Records excerpted from a collection

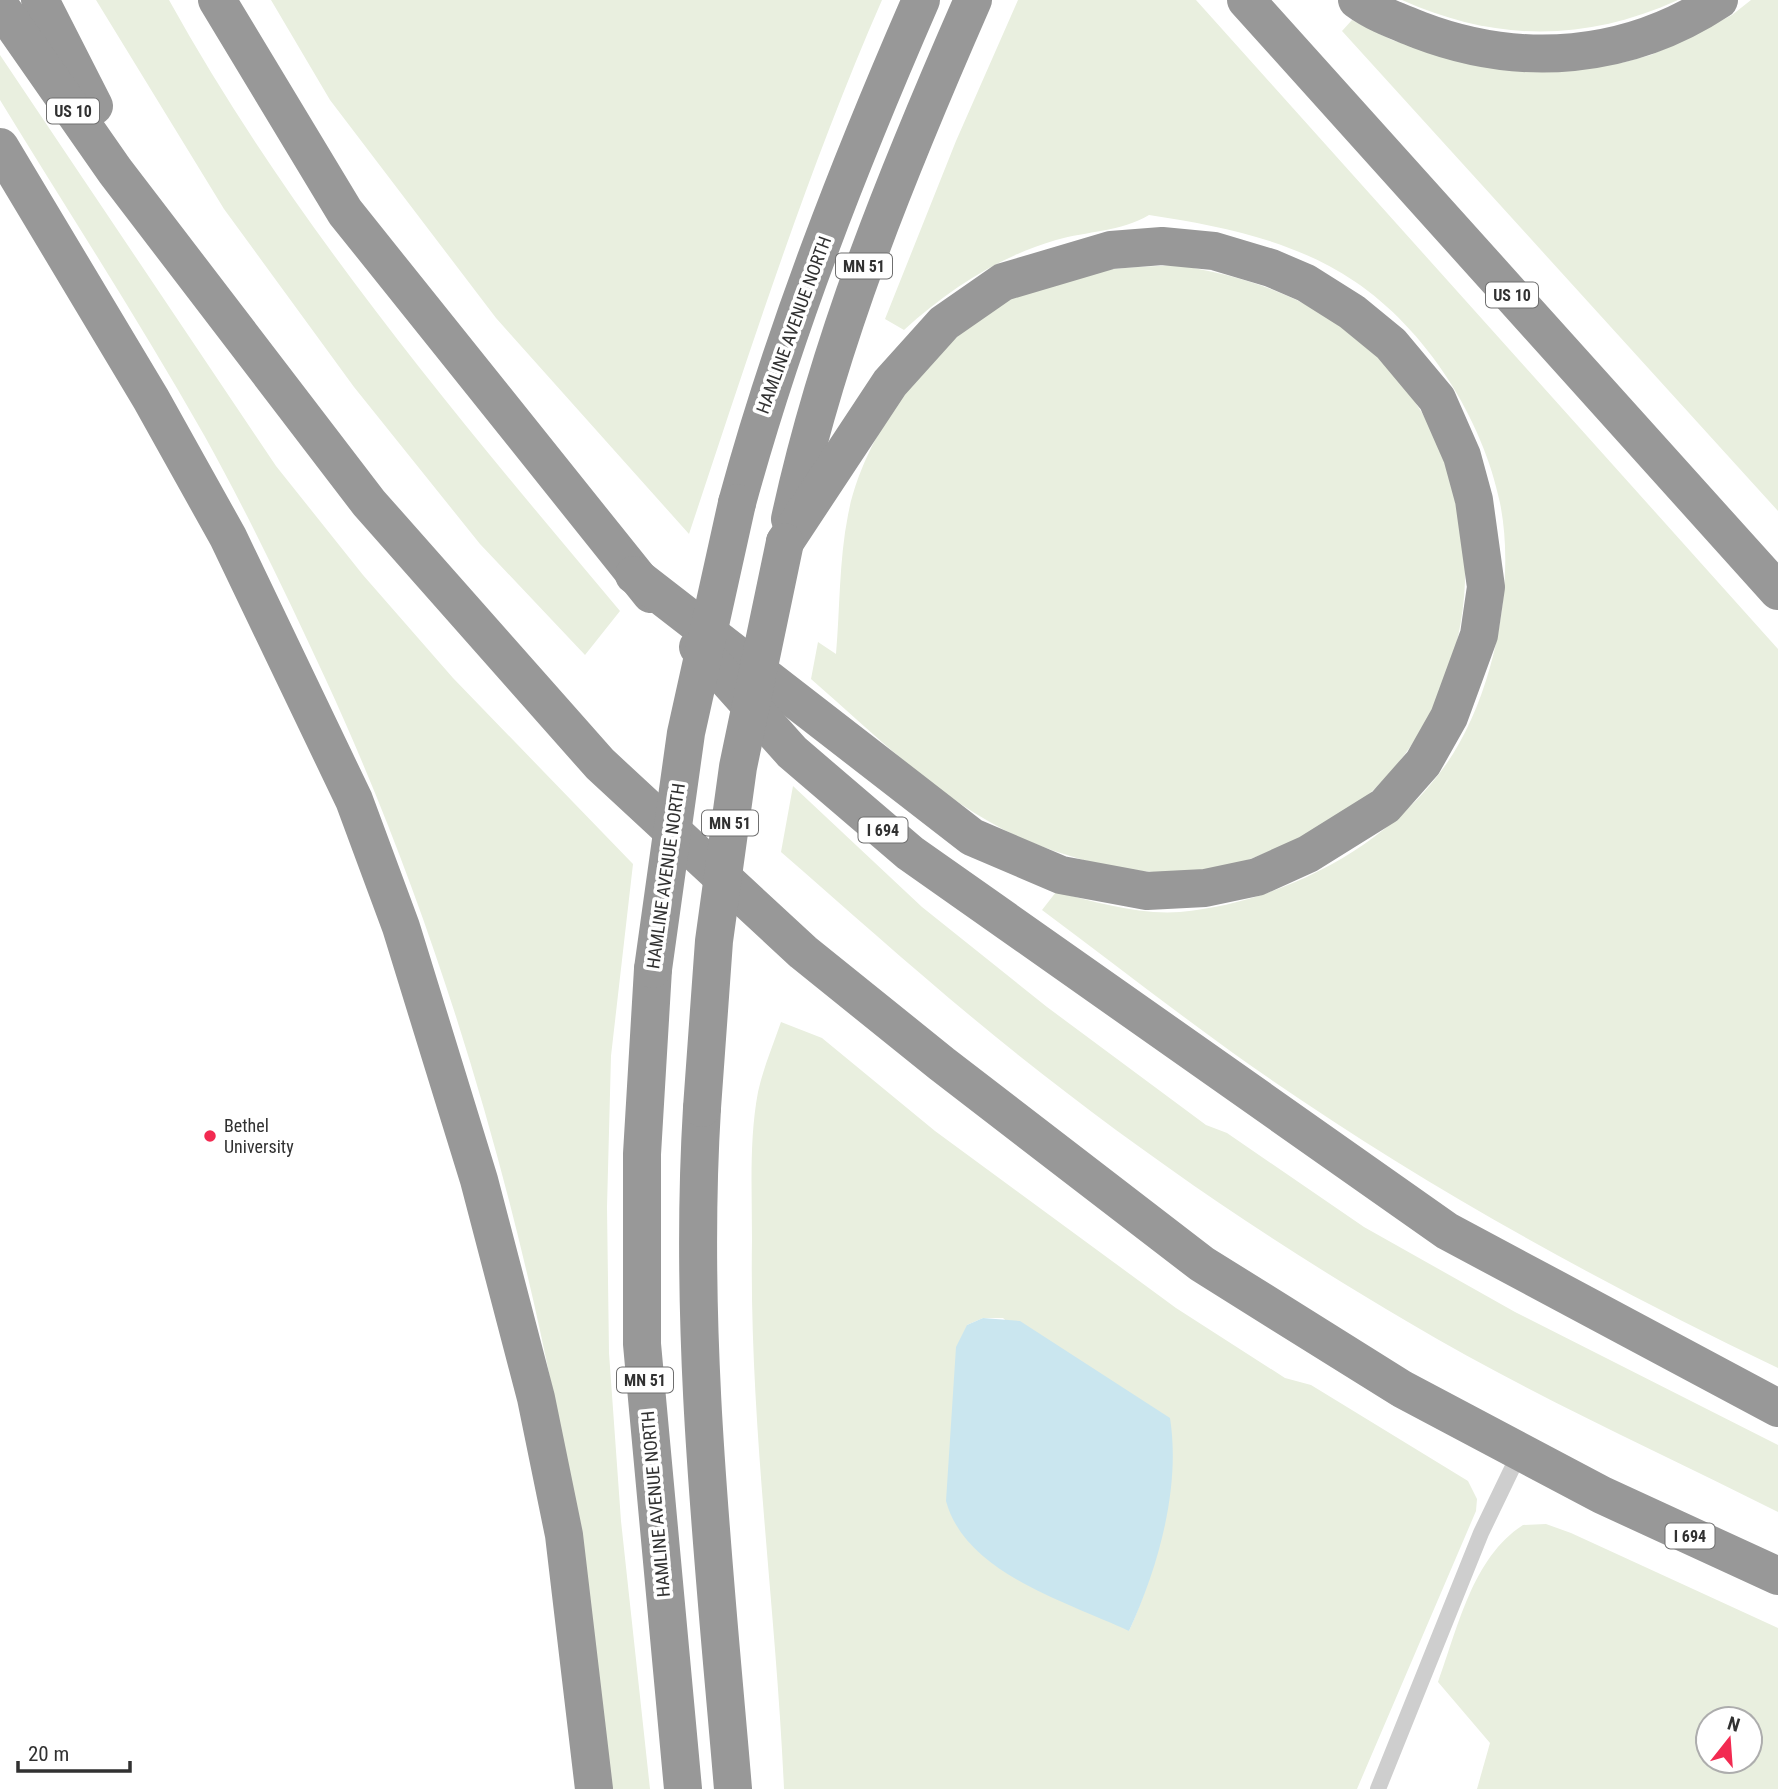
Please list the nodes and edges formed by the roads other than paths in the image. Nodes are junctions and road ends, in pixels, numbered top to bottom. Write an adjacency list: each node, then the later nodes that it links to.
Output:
1 (40, 0): 10 (highway, I 694)
2 (217, 0): 12 (highway, I 694)
3 (921, 0): 18 (highway, HAMLINE AVENUE NORTH / MN 51, bridge)
4 (973, 0): 11 (highway, MN 51)
5 (1246, 0): 13 (highway, US 10)
6 (1357, 0): 7 (highway)
7 (1719, 0)
8 (0, 6): 10 (highway, US 10)
9 (0, 147): 17 (highway)
10 (148, 214): 15 (highway, I 694)
11 (785, 542): 12 (highway); 19 (highway, MN 51, bridge)
12 (634, 575): 14 (highway, I 694)
13 (1778, 591)
14 (1778, 1408)
15 (1520, 1452): 16 (highway, I 694); 20 (lane)
16 (1778, 1576)
17 (594, 1789)
18 (683, 1789)
19 (733, 1789)
20 (1378, 1789)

▶ [Task objective]:
Apart from the images, every line above needs to be printed again exactly.

▶ [The completed task]:
Please list the nodes and edges formed by the roads other than paths in the image. Nodes are junctions and road ends, in pixels, numbered top to bottom. Write an adjacency list: each node, then the later nodes that it links to.
Output:
1 (40, 0): 10 (highway, I 694)
2 (217, 0): 12 (highway, I 694)
3 (921, 0): 18 (highway, HAMLINE AVENUE NORTH / MN 51, bridge)
4 (973, 0): 11 (highway, MN 51)
5 (1246, 0): 13 (highway, US 10)
6 (1357, 0): 7 (highway)
7 (1719, 0)
8 (0, 6): 10 (highway, US 10)
9 (0, 147): 17 (highway)
10 (148, 214): 15 (highway, I 694)
11 (785, 542): 12 (highway); 19 (highway, MN 51, bridge)
12 (634, 575): 14 (highway, I 694)
13 (1778, 591)
14 (1778, 1408)
15 (1520, 1452): 16 (highway, I 694); 20 (lane)
16 (1778, 1576)
17 (594, 1789)
18 (683, 1789)
19 (733, 1789)
20 (1378, 1789)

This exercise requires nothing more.